(EXERCISE DESCRIPTION): Note each line in the data below that holds "main", and copy it.

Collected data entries
◇ ◇ ◇

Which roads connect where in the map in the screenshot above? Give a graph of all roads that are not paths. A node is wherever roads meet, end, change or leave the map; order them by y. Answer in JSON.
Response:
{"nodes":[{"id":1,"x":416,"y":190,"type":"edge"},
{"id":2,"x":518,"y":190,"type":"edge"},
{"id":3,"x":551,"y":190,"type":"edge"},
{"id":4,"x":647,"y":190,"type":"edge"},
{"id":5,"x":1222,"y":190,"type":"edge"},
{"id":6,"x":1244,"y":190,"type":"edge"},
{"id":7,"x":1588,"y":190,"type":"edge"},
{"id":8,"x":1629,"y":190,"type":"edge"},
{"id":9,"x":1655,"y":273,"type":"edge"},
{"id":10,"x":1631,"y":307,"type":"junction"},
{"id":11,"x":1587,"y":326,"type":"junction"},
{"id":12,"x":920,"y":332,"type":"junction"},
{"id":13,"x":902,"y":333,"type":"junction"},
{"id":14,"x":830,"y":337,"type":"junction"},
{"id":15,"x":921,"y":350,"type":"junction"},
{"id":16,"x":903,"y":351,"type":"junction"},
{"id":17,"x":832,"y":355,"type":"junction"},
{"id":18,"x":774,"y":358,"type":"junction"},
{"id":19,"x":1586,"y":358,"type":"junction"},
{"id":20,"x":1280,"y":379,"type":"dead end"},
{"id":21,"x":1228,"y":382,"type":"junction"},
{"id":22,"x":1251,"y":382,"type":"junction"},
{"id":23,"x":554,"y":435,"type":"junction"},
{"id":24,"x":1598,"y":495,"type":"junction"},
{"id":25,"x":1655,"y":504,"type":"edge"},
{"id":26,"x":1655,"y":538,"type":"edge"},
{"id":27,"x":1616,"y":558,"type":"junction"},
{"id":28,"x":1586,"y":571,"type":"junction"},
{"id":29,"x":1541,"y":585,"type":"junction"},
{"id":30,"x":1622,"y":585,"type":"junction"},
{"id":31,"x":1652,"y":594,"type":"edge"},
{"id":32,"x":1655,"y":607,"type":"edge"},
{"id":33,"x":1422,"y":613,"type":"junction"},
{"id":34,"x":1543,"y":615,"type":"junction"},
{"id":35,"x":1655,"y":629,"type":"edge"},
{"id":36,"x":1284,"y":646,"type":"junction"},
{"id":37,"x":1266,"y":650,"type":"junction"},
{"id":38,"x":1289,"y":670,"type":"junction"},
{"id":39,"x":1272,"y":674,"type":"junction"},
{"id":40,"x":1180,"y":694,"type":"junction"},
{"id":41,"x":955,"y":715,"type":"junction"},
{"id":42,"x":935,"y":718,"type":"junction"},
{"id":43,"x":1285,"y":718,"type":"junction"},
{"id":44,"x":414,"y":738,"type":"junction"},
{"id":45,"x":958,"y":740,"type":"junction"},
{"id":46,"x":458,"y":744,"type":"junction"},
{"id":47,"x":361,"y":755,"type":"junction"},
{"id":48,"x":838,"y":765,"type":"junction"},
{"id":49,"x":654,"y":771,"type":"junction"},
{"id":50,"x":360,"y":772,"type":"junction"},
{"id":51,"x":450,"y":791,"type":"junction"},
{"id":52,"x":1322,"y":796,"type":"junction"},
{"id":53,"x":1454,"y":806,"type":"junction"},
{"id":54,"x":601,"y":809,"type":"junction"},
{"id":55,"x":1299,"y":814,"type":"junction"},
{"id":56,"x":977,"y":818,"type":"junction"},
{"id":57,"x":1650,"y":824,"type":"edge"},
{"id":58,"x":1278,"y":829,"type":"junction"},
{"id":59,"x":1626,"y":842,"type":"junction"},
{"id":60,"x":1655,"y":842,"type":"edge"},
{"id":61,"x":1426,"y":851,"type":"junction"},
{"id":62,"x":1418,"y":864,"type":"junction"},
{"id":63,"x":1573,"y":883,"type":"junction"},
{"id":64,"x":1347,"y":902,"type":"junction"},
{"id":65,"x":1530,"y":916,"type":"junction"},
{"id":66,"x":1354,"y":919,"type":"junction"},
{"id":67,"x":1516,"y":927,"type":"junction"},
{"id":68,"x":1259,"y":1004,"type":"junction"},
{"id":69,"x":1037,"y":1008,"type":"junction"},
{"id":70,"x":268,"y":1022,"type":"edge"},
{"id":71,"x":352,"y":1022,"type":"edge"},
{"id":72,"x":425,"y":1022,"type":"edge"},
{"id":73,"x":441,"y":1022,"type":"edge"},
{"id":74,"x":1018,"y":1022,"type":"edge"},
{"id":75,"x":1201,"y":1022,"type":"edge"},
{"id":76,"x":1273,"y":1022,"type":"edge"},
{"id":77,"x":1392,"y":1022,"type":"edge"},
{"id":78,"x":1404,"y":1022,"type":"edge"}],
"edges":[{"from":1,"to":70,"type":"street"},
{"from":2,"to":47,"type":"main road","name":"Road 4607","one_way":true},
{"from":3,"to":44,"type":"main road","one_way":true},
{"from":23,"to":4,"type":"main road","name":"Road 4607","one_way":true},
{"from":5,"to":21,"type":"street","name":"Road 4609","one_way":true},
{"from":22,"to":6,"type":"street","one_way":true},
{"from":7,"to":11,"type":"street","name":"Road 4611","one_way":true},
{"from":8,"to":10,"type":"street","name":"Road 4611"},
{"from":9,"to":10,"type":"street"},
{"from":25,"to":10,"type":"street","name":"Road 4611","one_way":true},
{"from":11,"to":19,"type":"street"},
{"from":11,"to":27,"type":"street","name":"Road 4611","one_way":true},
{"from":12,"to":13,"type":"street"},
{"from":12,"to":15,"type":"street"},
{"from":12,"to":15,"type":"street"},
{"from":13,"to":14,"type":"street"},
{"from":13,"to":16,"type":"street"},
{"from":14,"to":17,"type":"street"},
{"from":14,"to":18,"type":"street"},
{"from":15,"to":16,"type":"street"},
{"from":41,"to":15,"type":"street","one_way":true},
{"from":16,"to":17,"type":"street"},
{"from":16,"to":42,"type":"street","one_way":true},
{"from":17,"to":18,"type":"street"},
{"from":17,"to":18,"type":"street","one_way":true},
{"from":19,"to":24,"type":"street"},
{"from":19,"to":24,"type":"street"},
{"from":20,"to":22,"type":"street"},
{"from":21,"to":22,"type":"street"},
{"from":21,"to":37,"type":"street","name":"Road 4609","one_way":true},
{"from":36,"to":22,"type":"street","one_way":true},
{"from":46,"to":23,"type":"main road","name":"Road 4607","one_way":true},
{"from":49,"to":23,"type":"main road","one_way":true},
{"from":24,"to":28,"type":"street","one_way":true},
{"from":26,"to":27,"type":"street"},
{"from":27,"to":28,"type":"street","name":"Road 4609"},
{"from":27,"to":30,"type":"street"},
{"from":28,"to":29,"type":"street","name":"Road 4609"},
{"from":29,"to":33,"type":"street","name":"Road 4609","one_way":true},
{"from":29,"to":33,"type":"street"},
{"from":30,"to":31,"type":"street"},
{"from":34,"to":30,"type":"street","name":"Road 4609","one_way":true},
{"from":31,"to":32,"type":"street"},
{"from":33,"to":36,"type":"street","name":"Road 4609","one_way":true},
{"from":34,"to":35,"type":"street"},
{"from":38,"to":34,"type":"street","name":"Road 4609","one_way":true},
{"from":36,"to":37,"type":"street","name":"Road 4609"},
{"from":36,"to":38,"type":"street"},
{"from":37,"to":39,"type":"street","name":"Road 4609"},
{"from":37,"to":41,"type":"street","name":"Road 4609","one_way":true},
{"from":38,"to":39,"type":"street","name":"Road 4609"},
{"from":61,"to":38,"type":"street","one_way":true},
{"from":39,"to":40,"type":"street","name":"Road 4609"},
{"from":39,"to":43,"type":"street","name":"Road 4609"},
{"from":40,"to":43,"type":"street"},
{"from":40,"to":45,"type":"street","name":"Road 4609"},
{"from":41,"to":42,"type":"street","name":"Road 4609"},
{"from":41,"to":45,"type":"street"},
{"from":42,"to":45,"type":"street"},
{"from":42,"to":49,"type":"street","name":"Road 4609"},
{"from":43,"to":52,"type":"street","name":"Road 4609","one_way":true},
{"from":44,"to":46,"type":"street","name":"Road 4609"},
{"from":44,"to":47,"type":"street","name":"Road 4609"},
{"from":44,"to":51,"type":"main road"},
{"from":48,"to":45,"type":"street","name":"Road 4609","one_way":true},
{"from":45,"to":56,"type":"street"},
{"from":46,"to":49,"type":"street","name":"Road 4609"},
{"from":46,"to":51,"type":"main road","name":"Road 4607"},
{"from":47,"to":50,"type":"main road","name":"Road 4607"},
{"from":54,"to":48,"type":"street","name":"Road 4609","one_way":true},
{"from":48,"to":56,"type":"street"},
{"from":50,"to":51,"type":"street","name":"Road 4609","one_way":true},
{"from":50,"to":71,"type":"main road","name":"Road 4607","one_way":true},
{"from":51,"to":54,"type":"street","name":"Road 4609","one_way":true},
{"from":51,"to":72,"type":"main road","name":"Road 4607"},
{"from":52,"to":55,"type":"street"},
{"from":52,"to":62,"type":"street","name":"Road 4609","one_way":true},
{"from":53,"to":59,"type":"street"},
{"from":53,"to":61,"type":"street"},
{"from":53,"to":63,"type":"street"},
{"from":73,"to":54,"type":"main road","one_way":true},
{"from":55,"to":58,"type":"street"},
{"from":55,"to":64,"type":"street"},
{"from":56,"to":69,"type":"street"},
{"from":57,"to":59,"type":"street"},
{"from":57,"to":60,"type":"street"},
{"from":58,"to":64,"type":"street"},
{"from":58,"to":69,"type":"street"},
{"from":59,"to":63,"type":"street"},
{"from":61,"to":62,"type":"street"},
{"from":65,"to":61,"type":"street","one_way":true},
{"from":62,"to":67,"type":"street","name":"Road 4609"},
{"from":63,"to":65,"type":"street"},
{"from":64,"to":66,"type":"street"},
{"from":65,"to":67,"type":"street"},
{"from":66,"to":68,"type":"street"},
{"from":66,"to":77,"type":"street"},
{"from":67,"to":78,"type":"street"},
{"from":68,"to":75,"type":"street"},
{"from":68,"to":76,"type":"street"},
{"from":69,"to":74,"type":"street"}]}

◇ ◇ ◇

(RESPONSE TO THE EXERCISE):
{"from":2,"to":47,"type":"main road","name":"Road 4607","one_way":true},
{"from":3,"to":44,"type":"main road","one_way":true},
{"from":23,"to":4,"type":"main road","name":"Road 4607","one_way":true},
{"from":46,"to":23,"type":"main road","name":"Road 4607","one_way":true},
{"from":49,"to":23,"type":"main road","one_way":true},
{"from":44,"to":51,"type":"main road"},
{"from":46,"to":51,"type":"main road","name":"Road 4607"},
{"from":47,"to":50,"type":"main road","name":"Road 4607"},
{"from":50,"to":71,"type":"main road","name":"Road 4607","one_way":true},
{"from":51,"to":72,"type":"main road","name":"Road 4607"},
{"from":73,"to":54,"type":"main road","one_way":true},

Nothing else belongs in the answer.